### INFORMATION GIVEN

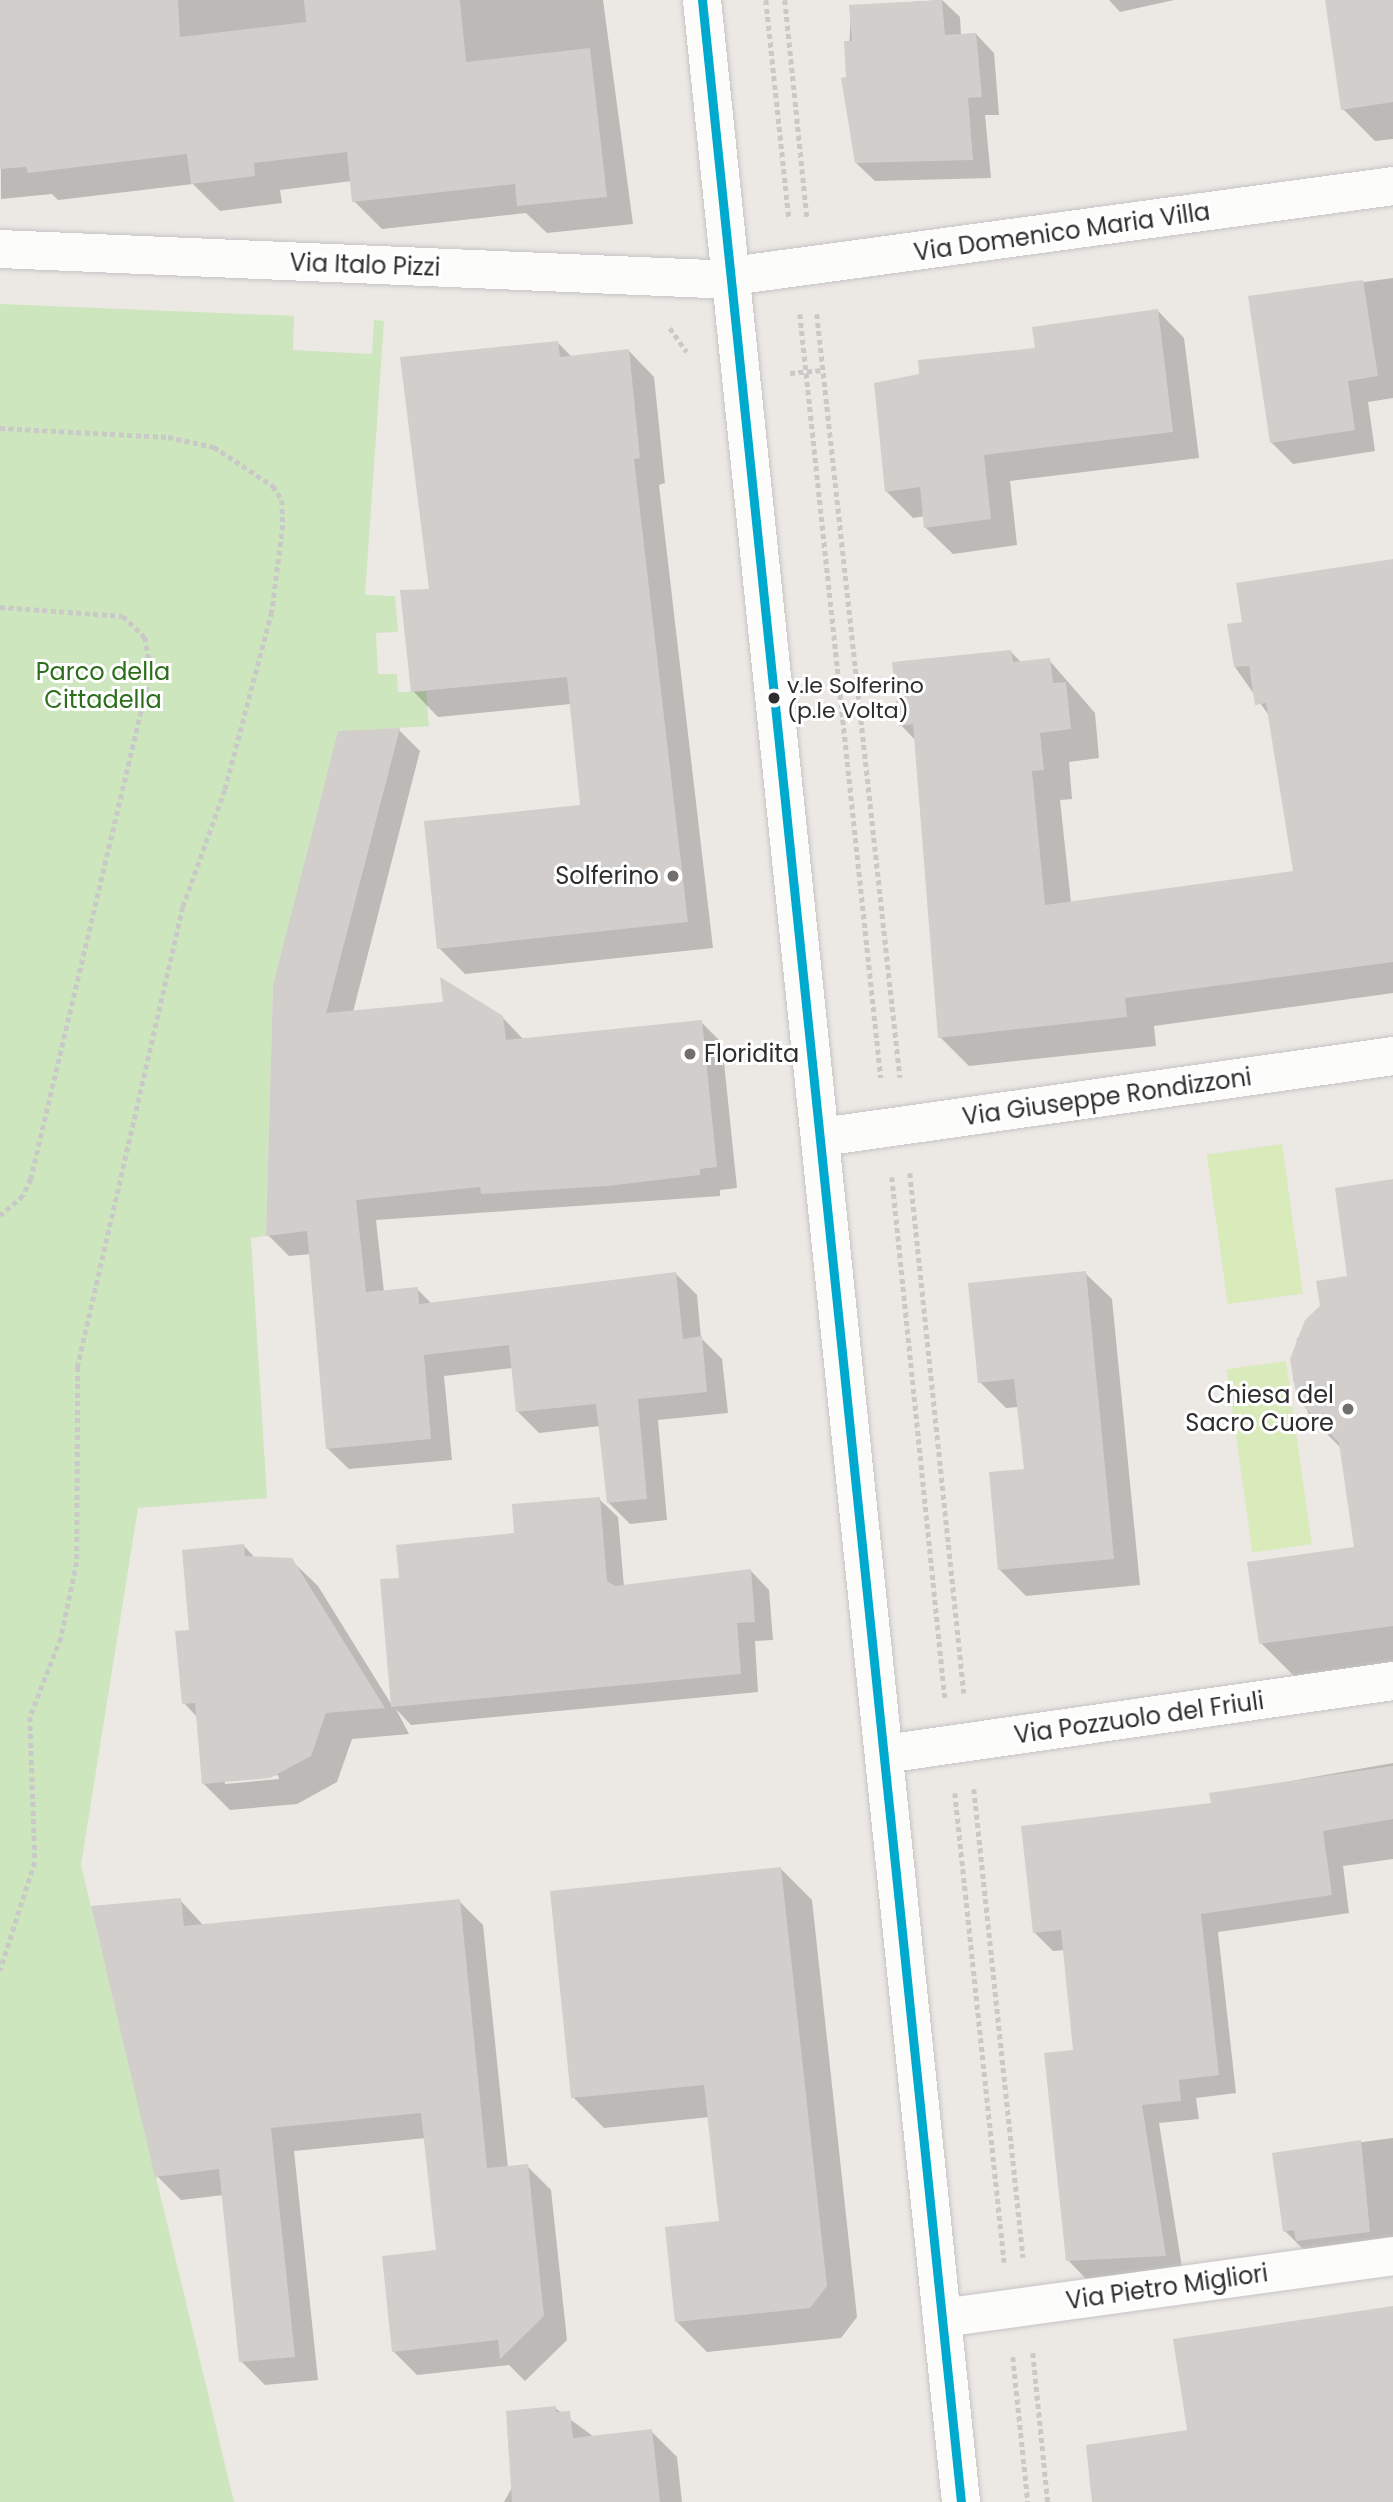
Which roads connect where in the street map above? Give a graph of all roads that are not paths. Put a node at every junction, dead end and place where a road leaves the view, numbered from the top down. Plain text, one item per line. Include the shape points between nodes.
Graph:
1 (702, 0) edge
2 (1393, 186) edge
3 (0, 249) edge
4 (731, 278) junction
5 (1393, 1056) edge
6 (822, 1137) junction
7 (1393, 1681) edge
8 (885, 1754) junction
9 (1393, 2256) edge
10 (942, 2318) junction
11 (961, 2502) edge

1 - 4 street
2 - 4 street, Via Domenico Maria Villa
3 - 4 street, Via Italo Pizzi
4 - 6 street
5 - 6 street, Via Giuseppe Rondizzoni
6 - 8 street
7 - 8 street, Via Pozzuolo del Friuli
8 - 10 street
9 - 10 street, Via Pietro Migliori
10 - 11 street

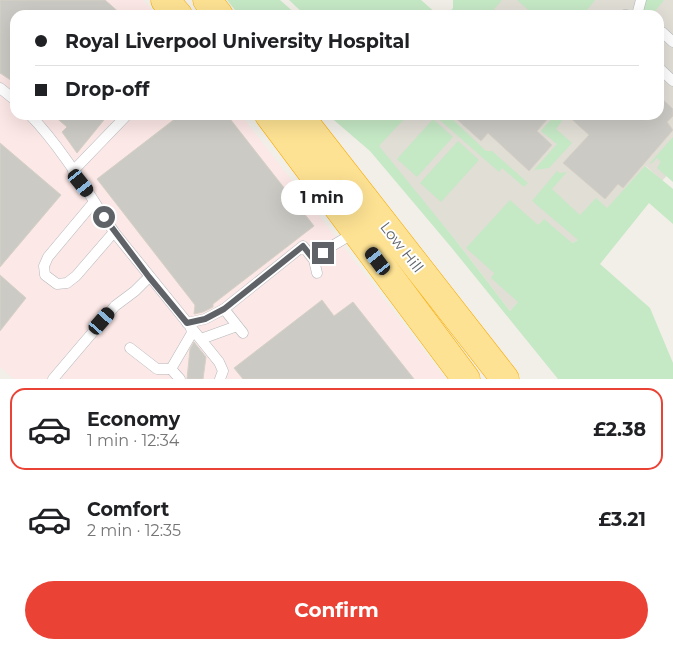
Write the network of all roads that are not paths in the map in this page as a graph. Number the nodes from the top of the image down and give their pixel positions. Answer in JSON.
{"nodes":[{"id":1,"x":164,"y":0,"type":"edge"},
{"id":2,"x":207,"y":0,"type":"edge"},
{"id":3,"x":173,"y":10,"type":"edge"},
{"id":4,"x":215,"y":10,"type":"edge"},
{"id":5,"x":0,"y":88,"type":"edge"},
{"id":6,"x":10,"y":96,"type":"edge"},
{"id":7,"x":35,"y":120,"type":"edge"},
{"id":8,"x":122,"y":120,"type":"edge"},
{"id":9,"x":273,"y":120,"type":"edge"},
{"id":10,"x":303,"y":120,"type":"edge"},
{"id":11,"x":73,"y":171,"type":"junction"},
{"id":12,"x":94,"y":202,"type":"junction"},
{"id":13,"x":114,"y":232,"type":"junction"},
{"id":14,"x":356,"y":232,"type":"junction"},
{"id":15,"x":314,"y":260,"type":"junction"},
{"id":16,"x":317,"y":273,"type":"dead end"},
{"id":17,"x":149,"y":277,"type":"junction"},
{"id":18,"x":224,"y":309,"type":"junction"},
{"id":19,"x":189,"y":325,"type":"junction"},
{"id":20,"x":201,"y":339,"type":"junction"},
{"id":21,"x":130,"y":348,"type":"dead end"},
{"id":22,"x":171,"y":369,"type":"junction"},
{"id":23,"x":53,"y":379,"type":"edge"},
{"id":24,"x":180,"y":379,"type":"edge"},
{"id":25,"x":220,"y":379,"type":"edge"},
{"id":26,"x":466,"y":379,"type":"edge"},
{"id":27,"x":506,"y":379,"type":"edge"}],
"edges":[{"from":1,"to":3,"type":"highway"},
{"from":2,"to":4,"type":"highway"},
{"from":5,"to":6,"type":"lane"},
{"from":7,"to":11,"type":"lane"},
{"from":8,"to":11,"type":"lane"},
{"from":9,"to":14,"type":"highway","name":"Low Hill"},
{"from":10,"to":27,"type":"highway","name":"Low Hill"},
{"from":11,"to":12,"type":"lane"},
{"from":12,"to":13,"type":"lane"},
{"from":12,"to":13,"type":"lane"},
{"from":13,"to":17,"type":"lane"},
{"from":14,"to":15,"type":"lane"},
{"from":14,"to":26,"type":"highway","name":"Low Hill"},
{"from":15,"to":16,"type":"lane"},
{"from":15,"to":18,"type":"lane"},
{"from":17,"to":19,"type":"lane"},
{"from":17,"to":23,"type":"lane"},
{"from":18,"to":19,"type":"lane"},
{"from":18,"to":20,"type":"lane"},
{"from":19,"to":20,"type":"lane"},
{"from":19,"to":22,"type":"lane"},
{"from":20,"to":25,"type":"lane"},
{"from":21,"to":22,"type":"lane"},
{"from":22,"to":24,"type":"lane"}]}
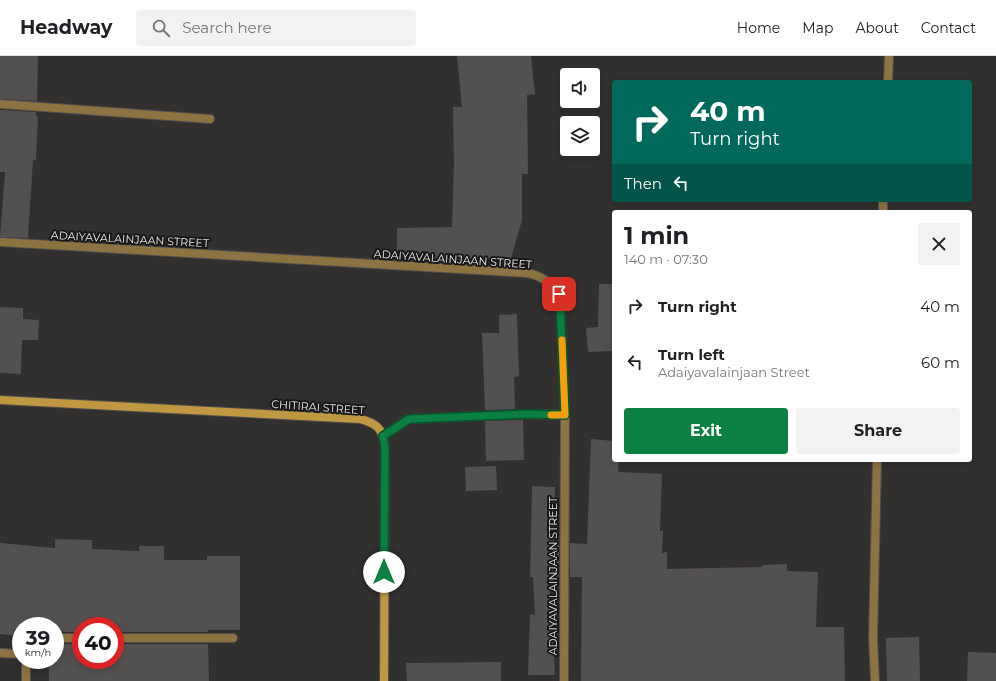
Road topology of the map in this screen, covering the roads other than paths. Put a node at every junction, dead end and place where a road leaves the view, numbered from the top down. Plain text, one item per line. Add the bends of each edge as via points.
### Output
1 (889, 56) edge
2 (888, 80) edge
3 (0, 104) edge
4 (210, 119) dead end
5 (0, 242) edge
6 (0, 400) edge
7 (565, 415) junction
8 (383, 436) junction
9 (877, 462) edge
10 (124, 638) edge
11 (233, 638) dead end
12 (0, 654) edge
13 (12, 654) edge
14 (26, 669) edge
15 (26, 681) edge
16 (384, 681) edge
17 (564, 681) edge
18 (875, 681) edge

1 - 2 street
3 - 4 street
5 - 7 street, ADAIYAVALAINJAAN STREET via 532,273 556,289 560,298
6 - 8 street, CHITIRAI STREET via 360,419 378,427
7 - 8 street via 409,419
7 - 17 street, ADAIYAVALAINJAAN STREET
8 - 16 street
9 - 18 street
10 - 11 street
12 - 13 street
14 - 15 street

### WHAT TO PRODUCE
Reproduce the lines above exactly, image-free.

### ANSWER TO THIS PROBLEM
Which roads connect where in the street map above? Give a graph of all roads that are not paths. Put a node at every junction, dead end and place where a road leaves the view, numbered from the top down. Plain text, one item per line. Include the shape points between nodes.
Graph:
1 (702, 0) edge
2 (1393, 186) edge
3 (0, 249) edge
4 (731, 278) junction
5 (1393, 1056) edge
6 (822, 1137) junction
7 (1393, 1681) edge
8 (885, 1754) junction
9 (1393, 2256) edge
10 (942, 2318) junction
11 (961, 2502) edge

1 - 4 street
2 - 4 street, Via Domenico Maria Villa
3 - 4 street, Via Italo Pizzi
4 - 6 street
5 - 6 street, Via Giuseppe Rondizzoni
6 - 8 street
7 - 8 street, Via Pozzuolo del Friuli
8 - 10 street
9 - 10 street, Via Pietro Migliori
10 - 11 street

Write the network of all roads that are not paths in the map in this page as a graph. Number the nodes from the top of the image down and give their pixel positions. Answer in JSON.
{"nodes":[{"id":1,"x":164,"y":0,"type":"edge"},
{"id":2,"x":207,"y":0,"type":"edge"},
{"id":3,"x":173,"y":10,"type":"edge"},
{"id":4,"x":215,"y":10,"type":"edge"},
{"id":5,"x":0,"y":88,"type":"edge"},
{"id":6,"x":10,"y":96,"type":"edge"},
{"id":7,"x":35,"y":120,"type":"edge"},
{"id":8,"x":122,"y":120,"type":"edge"},
{"id":9,"x":273,"y":120,"type":"edge"},
{"id":10,"x":303,"y":120,"type":"edge"},
{"id":11,"x":73,"y":171,"type":"junction"},
{"id":12,"x":94,"y":202,"type":"junction"},
{"id":13,"x":114,"y":232,"type":"junction"},
{"id":14,"x":356,"y":232,"type":"junction"},
{"id":15,"x":314,"y":260,"type":"junction"},
{"id":16,"x":317,"y":273,"type":"dead end"},
{"id":17,"x":149,"y":277,"type":"junction"},
{"id":18,"x":224,"y":309,"type":"junction"},
{"id":19,"x":189,"y":325,"type":"junction"},
{"id":20,"x":201,"y":339,"type":"junction"},
{"id":21,"x":130,"y":348,"type":"dead end"},
{"id":22,"x":171,"y":369,"type":"junction"},
{"id":23,"x":53,"y":379,"type":"edge"},
{"id":24,"x":180,"y":379,"type":"edge"},
{"id":25,"x":220,"y":379,"type":"edge"},
{"id":26,"x":466,"y":379,"type":"edge"},
{"id":27,"x":506,"y":379,"type":"edge"}],
"edges":[{"from":1,"to":3,"type":"highway"},
{"from":2,"to":4,"type":"highway"},
{"from":5,"to":6,"type":"lane"},
{"from":7,"to":11,"type":"lane"},
{"from":8,"to":11,"type":"lane"},
{"from":9,"to":14,"type":"highway","name":"Low Hill"},
{"from":10,"to":27,"type":"highway","name":"Low Hill"},
{"from":11,"to":12,"type":"lane"},
{"from":12,"to":13,"type":"lane"},
{"from":12,"to":13,"type":"lane"},
{"from":13,"to":17,"type":"lane"},
{"from":14,"to":15,"type":"lane"},
{"from":14,"to":26,"type":"highway","name":"Low Hill"},
{"from":15,"to":16,"type":"lane"},
{"from":15,"to":18,"type":"lane"},
{"from":17,"to":19,"type":"lane"},
{"from":17,"to":23,"type":"lane"},
{"from":18,"to":19,"type":"lane"},
{"from":18,"to":20,"type":"lane"},
{"from":19,"to":20,"type":"lane"},
{"from":19,"to":22,"type":"lane"},
{"from":20,"to":25,"type":"lane"},
{"from":21,"to":22,"type":"lane"},
{"from":22,"to":24,"type":"lane"}]}
Road topology of the map in this screen, covering the roads other than paths. Put a node at every junction, dead end and place where a road leaves the view, numbered from the top down. Plain text, one item per line. Add the bends of each edge as via points.
### Output
1 (889, 56) edge
2 (888, 80) edge
3 (0, 104) edge
4 (210, 119) dead end
5 (0, 242) edge
6 (0, 400) edge
7 (565, 415) junction
8 (383, 436) junction
9 (877, 462) edge
10 (124, 638) edge
11 (233, 638) dead end
12 (0, 654) edge
13 (12, 654) edge
14 (26, 669) edge
15 (26, 681) edge
16 (384, 681) edge
17 (564, 681) edge
18 (875, 681) edge

1 - 2 street
3 - 4 street
5 - 7 street, ADAIYAVALAINJAAN STREET via 532,273 556,289 560,298
6 - 8 street, CHITIRAI STREET via 360,419 378,427
7 - 8 street via 409,419
7 - 17 street, ADAIYAVALAINJAAN STREET
8 - 16 street
9 - 18 street
10 - 11 street
12 - 13 street
14 - 15 street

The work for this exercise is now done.